楯無明人/【慧眼】
脳内でスキル習得の合図が鳴り響いた。
トリガーがなんだったのかはよく分からない。
俺の知らない間にレベルが上がっていて、それで習得したのかもしれない。
「……なんだ、これ……」
ゴーレムの体の一部が輝いている。
場所は左肩の付け根。
目を凝らすと『丸いクリスタル』が視えた。
――オリジナルスキル【慧眼】。それがそのスキルの名だ。
(けい……がん? オリジナルスキルって?)
――慧眼、それは真実を見通す眼。その眼で真実を見通し続けろ、アキト。その先に俺はいる。
(あ、おい! 消えんな! オリジナルスキルの説明がまだ!)
――この世界の理とは存在を異にする特別な能力。ユニークスキルの上位とも取れる力。それが、オリジナルスキル。今はそれだけを覚えておけ。では、またな。
ふっと意識が現実に戻ってくる。
「ウィル……左肩に何か視えるんだが」
「え、アキトは視えるの!? それに短剣が!」
右手に握っていた短剣から光が伸びている。
「英雄王の光剣……おっせぇよ」
俺は光剣をヴゥン、とその場で振るう。
この感覚、やっぱしっくり来るな。
力借りるぜ。
「おし! ウィル、やろうぜ!」
「了解! でも左肩なんてどうやって?」
「そこまで考えてなかった!!」
「えぇ!?」
続いて背後からカヤの声。
「左肩、それに間違いは無いのね?」
「分かんねぇ! でも『何か』はある!」
「その様子、嘘だとも思えないわね」
「こんな土壇場で嘘言わねぇよ! とにかく策を……」
「風の魔法石SSレート!」
中衛のナルが魔法石の力を解放する。
レートはSS。今までの中でも最高レートだ。
「『風神の鎌!』」
ナルが身の丈以上の鋭利な鎌を手に握る。
『大鎌』や『サイス』と呼ばれる形状だ。
「私のとっておきっす。アキトさん、左肩っすね?」
「あぁ! 頼む!!」
「せぇええい!!」
ナルが大鎌を振るう。
てっきり鎌から真空波的なもんが出るかと思ったが……。
「飛ぉんんでけえぇえ!!」
ナルは鎌そのものをぶん投げた。
「なんだその雑な攻撃!?」
「まさか武器そのものを投げるなんてね、想像の外だったよ」
その鎌はひゅんひゅんと回転しながら俺たちの頭上を越えていき、ゴーレムの左肩に着弾。

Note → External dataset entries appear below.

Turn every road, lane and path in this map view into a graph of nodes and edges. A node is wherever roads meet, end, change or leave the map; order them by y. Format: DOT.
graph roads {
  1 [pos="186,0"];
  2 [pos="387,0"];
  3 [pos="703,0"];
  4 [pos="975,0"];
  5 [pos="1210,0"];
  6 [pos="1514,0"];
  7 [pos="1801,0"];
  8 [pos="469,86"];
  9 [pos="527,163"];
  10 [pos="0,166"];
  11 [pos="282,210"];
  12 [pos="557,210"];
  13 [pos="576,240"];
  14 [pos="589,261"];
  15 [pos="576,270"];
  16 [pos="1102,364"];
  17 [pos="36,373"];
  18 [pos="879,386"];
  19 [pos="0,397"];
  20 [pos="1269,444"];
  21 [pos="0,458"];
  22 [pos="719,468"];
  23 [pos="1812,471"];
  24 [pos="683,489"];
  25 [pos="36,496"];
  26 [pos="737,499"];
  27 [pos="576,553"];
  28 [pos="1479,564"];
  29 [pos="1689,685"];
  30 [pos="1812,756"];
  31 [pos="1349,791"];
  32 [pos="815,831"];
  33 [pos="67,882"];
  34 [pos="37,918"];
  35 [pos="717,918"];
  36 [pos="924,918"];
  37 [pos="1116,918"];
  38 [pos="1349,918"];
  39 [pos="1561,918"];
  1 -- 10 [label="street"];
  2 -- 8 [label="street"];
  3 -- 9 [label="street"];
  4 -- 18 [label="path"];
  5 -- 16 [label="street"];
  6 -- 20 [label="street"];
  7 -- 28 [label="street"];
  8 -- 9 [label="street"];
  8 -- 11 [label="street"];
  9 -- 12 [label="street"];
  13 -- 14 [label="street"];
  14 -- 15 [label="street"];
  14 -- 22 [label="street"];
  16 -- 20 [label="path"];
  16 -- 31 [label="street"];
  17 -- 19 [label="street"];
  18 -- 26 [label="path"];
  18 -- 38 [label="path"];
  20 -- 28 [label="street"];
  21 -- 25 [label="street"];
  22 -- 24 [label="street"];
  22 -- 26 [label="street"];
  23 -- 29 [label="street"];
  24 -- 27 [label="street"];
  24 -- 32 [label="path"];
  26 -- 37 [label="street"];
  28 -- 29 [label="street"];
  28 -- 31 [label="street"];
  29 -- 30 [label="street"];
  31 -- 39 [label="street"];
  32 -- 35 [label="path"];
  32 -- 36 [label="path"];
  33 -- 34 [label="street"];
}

余りの鋭さに、まるでゴーレムの体を素通りするように貫通し、左肩が本体から切り離された。
「すっげぇ切れ味だなあれ」
「左手が落ちてくるよ、どうする?」
「そこは、後衛組がどうにかしてくれんだろ」
俺たちは期待を込めて後ろを振り向く。
「あぁ!! カヤさん! ウサギが逃げ出しました!!」
「なんですって!? どこ!?」
「そっちです! カヤさんの右足!」
「くっ……素早い!!」
あの2人何やってんだ!!
「……援護は期待出来そうもないね」
「くっそぉ……! 俺たちでどうにかするぞ!」
頭上を落下してくるゴーレムの左手に光剣を向ける。
「コアの場所を視認できるのはアキトだけだ。とどめは任せるよ」
「その間、お前は何してるよ?」
「逃げたウサギを追いかけてくる!」
「馬鹿しかいねぇのかこのパーティ!!」
脱兎のごとくスピードで走り去っていくウィルと交換でナルが合流する。
「お待たせっす! 風の魔法石Aレート!」
ナルが巻き起こした風が吹きあがり、左手の落下速度が弱まる。
「アキトさん! 今っす!」
「お前だけはまともで助かった! 行くぜ光剣!」
俺の魔力に呼応して光の刃が増大する。
相変わらず発動条件は不明だが、一度発現すれば意のままに操れそうだ。
だからこうして、刃先を伸ばすこともできる!
「コアを、ぶった切る!!」
刃渡りが増大した光剣を振り上げ、岩を裂く。
コアを真っ二つに絶った瞬間、ゴーレムの本体と左手が共に砂に変わった。
「おっしゃ! 討伐完了!」
俺が光剣をホルスターに収めたその背後ではウサギ捕獲の歓喜の言葉が響いていた。
このパーティ、マジで終わってる。